The question is how to do so. Right now, the USPS is proposing several dramatic changes. First, to ease the near-term crisis, the Postal Service is asking Congress to let it suspend the $5.5 billion annual payments into a prepaid fund for future retiree health-care costs. Then, the USPS would withdraw from federal pension and retiree health-care plans — the Postal Service claims that it has been overpaying for those programs — and put workers in a new, self-administered program. The USPS would also ask permission to shutter thousands of post offices and cut mail delivery service to five days a week.
Finally, and most controversially, the USPS would ask Congress for permission to break its union contracts so that it could lay off 120,000 employees by 2015. One concern, as Matthew Yglesias points out, is that this is the worst possible time to flood the labor market with freshly unemployed workers.

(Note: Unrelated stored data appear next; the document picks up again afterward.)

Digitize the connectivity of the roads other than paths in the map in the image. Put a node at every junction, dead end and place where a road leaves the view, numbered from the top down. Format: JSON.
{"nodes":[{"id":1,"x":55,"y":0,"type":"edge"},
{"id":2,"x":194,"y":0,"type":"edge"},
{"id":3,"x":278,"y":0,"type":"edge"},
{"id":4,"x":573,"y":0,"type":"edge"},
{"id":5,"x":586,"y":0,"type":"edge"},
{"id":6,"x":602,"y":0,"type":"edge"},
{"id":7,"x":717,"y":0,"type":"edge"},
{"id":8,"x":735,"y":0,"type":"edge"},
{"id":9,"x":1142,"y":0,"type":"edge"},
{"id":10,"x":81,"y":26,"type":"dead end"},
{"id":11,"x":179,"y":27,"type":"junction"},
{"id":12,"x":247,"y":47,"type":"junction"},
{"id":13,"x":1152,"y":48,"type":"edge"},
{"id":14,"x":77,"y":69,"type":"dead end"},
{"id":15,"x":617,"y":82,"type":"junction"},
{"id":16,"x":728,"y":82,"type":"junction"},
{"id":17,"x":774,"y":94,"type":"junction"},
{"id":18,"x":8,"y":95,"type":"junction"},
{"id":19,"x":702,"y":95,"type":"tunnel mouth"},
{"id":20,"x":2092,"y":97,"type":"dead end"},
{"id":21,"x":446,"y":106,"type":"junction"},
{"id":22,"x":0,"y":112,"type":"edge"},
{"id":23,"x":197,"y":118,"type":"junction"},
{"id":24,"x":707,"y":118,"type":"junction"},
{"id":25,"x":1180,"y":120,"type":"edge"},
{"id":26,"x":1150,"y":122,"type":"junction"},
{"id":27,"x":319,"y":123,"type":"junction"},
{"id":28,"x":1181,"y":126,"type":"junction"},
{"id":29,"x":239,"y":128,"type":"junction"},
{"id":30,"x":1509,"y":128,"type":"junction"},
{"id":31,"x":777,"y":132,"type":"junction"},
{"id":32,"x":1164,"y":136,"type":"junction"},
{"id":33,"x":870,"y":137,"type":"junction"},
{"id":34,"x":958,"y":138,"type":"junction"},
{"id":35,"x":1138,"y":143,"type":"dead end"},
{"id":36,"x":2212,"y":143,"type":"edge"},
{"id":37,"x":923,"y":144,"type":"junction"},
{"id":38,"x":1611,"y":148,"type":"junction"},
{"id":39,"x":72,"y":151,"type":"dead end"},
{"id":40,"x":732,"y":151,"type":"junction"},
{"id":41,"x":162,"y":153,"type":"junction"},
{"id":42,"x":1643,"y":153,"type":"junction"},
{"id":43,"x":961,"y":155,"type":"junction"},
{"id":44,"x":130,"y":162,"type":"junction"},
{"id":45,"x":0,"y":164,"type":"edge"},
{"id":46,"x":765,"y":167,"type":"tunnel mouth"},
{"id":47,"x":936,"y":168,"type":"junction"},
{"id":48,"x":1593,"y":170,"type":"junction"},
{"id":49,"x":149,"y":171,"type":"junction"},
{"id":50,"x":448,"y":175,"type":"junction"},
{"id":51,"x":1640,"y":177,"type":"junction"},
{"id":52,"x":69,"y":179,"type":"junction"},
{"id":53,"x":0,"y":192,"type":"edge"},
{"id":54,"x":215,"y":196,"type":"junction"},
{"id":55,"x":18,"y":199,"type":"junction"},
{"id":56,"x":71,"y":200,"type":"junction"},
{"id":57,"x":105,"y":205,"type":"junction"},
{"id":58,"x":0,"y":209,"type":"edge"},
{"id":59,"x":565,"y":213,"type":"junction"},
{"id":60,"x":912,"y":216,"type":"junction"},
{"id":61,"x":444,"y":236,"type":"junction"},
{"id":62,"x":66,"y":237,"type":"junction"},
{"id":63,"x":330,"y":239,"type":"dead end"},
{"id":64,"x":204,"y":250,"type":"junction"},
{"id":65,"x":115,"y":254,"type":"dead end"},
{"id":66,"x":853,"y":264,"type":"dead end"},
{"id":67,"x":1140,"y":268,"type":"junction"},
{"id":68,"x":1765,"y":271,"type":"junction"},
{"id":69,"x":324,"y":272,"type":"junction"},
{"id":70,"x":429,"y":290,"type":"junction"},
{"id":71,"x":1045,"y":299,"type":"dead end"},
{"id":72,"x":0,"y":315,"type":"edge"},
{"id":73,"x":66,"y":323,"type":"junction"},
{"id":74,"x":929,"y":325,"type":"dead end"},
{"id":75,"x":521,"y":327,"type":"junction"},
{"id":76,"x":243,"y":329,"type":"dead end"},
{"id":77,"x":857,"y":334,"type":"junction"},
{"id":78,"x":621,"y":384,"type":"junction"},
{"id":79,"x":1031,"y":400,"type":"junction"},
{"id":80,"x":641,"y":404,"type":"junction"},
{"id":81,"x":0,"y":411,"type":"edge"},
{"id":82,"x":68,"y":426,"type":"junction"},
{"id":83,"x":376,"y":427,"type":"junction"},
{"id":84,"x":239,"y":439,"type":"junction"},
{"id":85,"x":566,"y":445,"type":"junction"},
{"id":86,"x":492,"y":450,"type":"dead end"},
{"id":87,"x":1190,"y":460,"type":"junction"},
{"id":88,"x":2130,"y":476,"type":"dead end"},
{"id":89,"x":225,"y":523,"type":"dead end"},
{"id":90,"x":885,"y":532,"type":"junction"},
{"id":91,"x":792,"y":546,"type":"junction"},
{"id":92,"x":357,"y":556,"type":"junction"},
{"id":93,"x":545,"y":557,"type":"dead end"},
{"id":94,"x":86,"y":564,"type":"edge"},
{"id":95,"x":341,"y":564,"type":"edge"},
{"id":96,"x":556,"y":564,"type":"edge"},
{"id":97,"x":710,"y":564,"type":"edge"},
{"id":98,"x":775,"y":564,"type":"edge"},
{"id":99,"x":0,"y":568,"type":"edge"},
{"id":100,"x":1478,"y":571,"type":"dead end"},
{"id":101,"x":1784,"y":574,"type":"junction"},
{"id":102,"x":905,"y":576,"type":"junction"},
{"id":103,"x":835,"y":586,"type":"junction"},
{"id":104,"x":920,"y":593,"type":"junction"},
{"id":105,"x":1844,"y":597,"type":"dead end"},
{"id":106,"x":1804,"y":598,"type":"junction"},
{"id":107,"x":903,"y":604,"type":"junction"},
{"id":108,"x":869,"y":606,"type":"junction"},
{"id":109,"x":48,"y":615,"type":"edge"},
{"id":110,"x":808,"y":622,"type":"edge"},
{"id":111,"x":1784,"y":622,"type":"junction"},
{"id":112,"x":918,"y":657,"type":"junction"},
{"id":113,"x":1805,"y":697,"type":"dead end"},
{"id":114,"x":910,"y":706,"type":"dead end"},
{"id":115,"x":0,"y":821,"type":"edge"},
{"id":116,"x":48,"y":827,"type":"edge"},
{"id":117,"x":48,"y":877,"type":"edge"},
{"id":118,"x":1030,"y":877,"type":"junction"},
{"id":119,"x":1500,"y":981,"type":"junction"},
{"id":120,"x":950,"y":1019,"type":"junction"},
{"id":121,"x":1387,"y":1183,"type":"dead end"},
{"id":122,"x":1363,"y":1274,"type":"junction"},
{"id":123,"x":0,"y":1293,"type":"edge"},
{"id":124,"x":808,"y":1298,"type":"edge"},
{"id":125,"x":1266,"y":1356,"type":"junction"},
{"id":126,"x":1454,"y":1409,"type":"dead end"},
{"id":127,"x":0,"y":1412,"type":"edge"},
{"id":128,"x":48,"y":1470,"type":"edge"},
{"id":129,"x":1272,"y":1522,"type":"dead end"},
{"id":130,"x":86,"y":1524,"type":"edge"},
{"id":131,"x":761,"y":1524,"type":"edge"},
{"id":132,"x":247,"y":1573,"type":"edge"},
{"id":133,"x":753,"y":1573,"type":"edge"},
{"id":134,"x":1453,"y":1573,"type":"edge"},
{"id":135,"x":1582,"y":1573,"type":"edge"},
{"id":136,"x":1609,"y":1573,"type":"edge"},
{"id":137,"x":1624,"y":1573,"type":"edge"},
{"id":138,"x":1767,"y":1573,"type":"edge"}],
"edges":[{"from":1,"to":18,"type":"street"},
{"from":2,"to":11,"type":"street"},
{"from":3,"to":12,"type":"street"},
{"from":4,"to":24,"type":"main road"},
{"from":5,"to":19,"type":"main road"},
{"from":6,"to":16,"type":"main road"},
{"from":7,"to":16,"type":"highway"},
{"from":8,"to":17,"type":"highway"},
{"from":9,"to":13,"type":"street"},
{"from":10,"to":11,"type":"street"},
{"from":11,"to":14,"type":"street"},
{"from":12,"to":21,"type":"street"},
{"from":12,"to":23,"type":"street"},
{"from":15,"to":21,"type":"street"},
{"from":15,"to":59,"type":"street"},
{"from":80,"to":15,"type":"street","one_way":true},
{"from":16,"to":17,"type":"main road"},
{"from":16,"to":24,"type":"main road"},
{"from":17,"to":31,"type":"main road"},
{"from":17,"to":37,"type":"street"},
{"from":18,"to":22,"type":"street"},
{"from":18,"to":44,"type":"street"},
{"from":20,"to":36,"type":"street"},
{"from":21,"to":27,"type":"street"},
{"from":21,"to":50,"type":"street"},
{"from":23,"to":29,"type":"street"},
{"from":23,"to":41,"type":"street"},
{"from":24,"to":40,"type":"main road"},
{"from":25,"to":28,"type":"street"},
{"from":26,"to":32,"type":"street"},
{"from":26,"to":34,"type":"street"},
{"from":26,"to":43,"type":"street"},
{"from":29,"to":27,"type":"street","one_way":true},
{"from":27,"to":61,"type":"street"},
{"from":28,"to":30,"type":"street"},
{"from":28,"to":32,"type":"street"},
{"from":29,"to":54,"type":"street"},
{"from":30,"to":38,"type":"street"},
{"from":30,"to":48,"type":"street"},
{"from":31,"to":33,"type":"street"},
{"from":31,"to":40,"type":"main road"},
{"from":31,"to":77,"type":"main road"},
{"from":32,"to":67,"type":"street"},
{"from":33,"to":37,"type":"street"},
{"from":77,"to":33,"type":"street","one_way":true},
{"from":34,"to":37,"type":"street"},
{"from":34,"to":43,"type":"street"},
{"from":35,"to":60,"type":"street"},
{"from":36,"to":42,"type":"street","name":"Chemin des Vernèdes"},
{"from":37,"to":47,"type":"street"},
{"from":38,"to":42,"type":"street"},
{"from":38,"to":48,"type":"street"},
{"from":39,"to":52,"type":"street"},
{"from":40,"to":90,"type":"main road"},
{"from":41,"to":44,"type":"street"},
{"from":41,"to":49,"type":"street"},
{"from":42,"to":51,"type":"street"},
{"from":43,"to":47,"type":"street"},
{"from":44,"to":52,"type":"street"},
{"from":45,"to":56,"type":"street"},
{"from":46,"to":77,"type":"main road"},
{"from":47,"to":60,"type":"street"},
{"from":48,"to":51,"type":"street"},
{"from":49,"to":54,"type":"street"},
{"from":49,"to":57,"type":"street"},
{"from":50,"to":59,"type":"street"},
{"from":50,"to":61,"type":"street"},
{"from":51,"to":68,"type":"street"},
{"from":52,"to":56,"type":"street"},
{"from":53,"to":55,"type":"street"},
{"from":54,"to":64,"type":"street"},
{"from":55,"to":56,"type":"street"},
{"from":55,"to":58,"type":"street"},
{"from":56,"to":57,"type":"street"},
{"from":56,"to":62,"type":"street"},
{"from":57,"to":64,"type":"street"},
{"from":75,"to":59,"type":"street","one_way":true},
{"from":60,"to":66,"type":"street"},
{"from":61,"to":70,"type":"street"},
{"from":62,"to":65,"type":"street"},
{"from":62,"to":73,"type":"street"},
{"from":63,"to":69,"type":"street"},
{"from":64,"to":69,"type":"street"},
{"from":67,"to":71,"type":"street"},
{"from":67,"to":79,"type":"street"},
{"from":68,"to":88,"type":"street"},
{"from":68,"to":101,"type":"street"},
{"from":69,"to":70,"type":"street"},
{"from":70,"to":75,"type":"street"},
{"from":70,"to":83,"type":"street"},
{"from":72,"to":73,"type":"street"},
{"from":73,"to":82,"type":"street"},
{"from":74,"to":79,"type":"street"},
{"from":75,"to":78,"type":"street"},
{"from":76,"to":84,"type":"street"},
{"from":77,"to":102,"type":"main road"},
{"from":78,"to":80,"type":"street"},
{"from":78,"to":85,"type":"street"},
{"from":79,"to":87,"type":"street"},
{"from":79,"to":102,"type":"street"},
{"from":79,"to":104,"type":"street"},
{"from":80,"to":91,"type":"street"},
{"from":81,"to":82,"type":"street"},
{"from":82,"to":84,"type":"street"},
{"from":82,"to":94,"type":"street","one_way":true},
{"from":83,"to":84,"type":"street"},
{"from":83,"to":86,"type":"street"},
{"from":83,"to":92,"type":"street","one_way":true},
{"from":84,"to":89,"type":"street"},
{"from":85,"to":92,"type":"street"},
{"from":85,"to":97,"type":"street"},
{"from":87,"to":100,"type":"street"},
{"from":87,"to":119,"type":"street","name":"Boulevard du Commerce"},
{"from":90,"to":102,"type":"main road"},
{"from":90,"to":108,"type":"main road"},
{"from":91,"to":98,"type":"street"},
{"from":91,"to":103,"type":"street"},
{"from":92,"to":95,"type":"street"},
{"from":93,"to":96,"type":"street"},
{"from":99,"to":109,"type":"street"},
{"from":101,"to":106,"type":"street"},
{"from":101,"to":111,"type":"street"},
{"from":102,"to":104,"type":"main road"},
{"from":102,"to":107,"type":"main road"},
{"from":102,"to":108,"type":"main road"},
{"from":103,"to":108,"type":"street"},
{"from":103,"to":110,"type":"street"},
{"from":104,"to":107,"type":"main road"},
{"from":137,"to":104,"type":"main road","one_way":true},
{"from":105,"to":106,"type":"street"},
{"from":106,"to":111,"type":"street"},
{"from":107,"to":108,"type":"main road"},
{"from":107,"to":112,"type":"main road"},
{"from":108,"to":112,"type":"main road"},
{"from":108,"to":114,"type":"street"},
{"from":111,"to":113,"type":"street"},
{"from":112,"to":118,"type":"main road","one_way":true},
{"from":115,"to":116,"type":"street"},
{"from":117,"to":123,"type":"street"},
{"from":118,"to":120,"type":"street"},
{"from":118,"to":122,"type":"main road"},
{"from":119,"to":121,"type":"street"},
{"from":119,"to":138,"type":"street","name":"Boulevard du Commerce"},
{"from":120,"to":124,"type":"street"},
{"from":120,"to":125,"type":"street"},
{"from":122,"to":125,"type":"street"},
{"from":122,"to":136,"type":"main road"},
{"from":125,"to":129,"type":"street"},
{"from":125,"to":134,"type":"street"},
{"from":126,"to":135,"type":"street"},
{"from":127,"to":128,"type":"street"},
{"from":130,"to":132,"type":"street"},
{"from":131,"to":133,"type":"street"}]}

Are there any other options? Actually, there might be. One thing that doesn’t often get noticed about the U.S. Postal Service is that it has vast — and extremely valuable — real-estate holdings on its books. Many post offices, after all, are in prime positions in the center of town. But no one knows how much the buildings are actually worth. The Postal Service values its properties at their purchase price, rather than their fair market value. The total purchase price value comes to about $27 billion, but since many of these buildings were bought decades ago, their fair market value is presumably much, much higher. (As an illustrative example, the National Postal Museum in Washington, D.C., was purchased for $47 million but now has an assessed tax value of $304 million.)
So, back in July, the USPS Office of the Inspector General came up with a novel idea: “If the Postal Service were to leverage its real property assets at the fair market value, that amount would likely cover the remaining $55 billion of unfunded liability in its retiree benefit funds.”
Here’s how it would work: The Postal Service currently owes the Treasury money that it doesn’t have. What the USPS does have is lots of valuable land. So the Postal Service would essentially hand some of that land over to the Treasury, valued at fair market price, as collateral for its debts, to get through the current cash crisis. Operations would carry on as usual. Now, the inspector general also says it has identified some $142 billion in overpayments that USPS has made to retirement programs over the years. That’s a high-end estimate, but even if the Postal Service could recover some of that money — though that’s not at all assured — the agency might have some room to restructure more gradually. Otherwise, if the USPS later became insolvent, Treasury would start selling off the properties, avoiding the need for taxpayers to chip in. (The inspector general called this scenario “unlikely.”)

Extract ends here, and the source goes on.